Methods: Ovine VICs and leaflets of aortic valves were stimulated with TGF-β1 or β-GP and CaCl2 to induce fibrosis and calcification as phenotypical characteristics of CAVD, respectively. Collagen protein secretion, mothers against decapentaplegic homolog (SMAD)3 activation as well as expression of vimentin, and α-smooth muscle actin (α-SMA) were quantified by immunoblot. Calcification was analyzed by alizarin-red staining and Ca²⁺ assay. Alkaline phosphatase (ALP) activity was determined by nitro-blue tetrazolium/indolylphosphate (NBT/BCIP) staining.

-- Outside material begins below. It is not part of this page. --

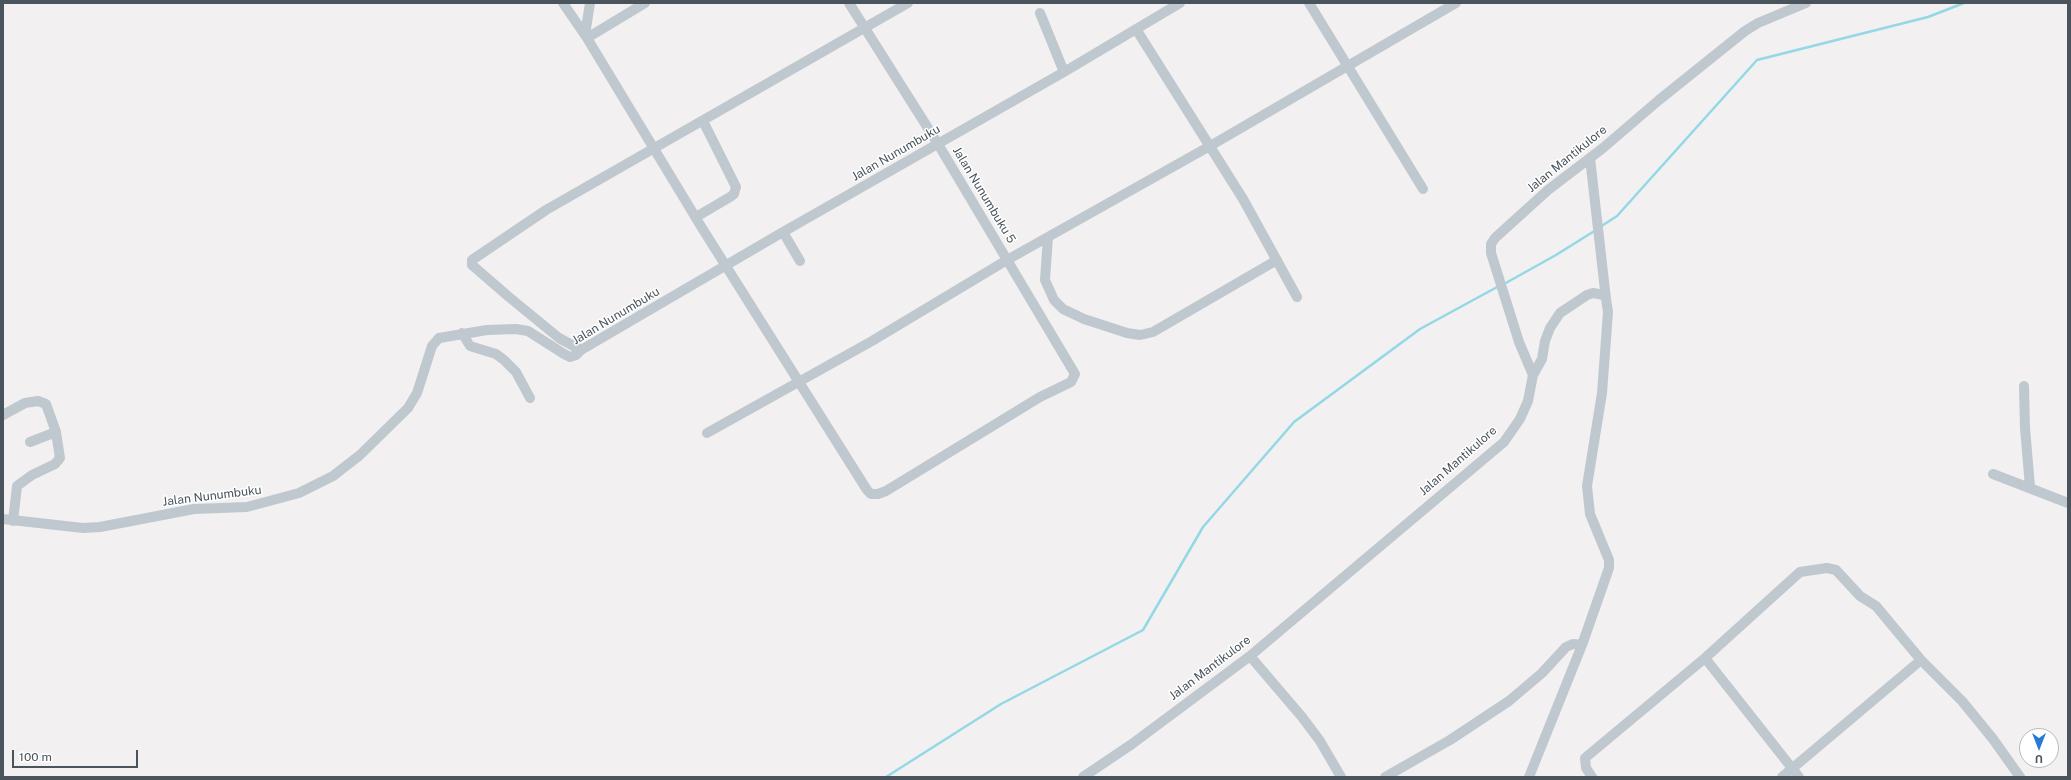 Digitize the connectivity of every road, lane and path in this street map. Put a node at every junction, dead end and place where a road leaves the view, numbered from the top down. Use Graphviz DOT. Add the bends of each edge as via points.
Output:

Toxicity was assessed by measuring lactate dehydrogenase activity in culture supernatants.

Results: Pirfenidone treatment dose-dependently inhibited the calcification of VICs without mediating toxic effects in the analyzed concentration range. Correspondingly, pirfenidone also attenuated the calcification of valvular tissue. The anticalcific effects of pirfenidone were accompanied by a significant inhibition of degenerative VIC differentiation as evidenced by reduced ALP activity, decreased α-SMA, and increased vimentin expression. With regard to fibrosis, pirfenidone dose-dependently inhibited the TGF-β1-induced upregulation of collagen type 1 secretion in VICs. Moreover, pirfenidone also attenuated the TGF-β1-induced upregulation of collagen type 1 secretion in valvular tissue and blocked the associated activation of transcription factor SMAD3.

Conclusion: Our observations in cell and tissue culture models indicate that pirfenidone attenuates the emergence of fibrosis and calcification as phenotypical characteristics of CAVD by mechanisms involving inhibition of SMAD3 activation and degenerative VIC differentiation.